In a recent study published in the New England Journal of Medicine, scientists led by Dr. Xue-Jie Yu of the University of Texas Medical Branch at Galveston, have proven that the alarming Chinese tick outbreak is not bacterial, but the result of a previously unknown virus.
“We expected to find a bacterial infection behaving in an unexpected way – human anaplasmosis has a less than one percent fatality rate in the U.S., and it rarely causes abdominal pain or vomiting or diarrhea,” said Dr. Xue-Jie Yu of the University of Texas Medical Branch at Galveston, lead author of the paper detailing the discovery. “Instead, we found an unknown virus.”
As a specialist in tick-borne diseases, Dr. Yu closely analyzed patient clinical data reports and observed big differences from symptoms produced by HGA, this added to the fact that blood sera drawn from patients revealed no HGA or HGA antibodies, enforced his suspicions that this wasn’t a bacteria, but a virus.
After close electron microscope studies of deactivated virus particles, scientists saw that it resembles a hantavirus. However, initial genetic tests failed to generate a match with a known pathogen. “Clearly, we had a virus, but what virus?” Yu said. “I told the people I was working with that they needed to be even more careful, because we were working with an unknown.”
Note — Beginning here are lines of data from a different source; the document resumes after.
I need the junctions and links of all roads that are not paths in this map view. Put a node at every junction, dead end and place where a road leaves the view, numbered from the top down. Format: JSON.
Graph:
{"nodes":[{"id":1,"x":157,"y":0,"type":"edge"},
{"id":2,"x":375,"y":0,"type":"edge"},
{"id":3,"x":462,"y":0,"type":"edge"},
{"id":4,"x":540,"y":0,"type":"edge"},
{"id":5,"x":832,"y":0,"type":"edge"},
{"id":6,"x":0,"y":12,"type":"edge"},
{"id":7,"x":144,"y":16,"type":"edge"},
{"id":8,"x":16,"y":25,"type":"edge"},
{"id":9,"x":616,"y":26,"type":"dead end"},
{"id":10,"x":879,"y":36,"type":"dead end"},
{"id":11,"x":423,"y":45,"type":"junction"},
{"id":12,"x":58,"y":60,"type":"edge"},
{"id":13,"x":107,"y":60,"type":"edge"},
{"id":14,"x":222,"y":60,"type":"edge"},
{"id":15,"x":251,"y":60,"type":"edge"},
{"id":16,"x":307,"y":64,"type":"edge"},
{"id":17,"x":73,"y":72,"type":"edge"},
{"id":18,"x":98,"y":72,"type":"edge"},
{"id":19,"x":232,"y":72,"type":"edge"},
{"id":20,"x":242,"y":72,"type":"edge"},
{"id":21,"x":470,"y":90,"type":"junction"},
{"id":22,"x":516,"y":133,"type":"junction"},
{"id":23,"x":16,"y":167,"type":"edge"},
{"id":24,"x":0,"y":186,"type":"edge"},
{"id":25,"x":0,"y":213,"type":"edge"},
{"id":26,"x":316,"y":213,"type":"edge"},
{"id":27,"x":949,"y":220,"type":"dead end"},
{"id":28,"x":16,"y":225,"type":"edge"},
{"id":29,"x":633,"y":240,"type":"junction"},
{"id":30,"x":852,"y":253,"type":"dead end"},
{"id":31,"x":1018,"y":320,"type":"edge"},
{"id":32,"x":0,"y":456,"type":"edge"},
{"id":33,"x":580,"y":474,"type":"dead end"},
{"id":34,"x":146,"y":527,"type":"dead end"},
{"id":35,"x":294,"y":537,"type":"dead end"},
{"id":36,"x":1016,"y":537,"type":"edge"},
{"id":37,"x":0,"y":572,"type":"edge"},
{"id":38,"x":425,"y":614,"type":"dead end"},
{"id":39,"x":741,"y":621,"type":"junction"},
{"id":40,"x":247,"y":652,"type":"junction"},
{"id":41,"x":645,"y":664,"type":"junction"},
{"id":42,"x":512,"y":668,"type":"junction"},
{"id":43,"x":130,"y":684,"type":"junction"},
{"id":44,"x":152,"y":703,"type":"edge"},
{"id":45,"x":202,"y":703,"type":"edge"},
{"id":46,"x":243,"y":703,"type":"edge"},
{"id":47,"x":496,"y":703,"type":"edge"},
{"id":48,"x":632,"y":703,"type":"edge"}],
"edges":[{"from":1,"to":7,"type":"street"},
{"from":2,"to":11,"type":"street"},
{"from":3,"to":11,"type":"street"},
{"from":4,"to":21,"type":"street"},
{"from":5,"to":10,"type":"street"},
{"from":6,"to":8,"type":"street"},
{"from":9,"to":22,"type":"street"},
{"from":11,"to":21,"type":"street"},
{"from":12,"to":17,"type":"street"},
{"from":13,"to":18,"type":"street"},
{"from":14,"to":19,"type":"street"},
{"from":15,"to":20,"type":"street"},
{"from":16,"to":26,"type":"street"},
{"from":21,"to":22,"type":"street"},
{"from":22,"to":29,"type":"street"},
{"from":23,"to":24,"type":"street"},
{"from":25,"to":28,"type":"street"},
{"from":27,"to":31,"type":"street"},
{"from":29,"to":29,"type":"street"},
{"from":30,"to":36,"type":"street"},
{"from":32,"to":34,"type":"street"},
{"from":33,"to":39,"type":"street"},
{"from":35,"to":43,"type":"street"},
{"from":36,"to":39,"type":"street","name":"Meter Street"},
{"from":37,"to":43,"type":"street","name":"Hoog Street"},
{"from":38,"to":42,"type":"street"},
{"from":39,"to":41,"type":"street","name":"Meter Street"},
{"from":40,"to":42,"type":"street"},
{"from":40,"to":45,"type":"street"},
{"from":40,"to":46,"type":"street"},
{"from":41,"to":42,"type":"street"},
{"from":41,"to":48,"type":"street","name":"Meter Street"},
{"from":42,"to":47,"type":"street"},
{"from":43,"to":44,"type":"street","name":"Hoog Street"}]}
The newly discovered pathogen Severe Fever with Thrombocytopenia Syndrome virus, and placed it in the Bunyaviridae family, along with the hantaviruses and Rift Valley Fever virus.
“This seems to be a tick-borne disease, and the disease comes out when the ticks come out, from late March to late July,” Yu said. “Fortunately, even though the full life cycle is not clear, we know that for the virus humans are a dead end – we don’t have human-to-human transmission as we did with SARS.”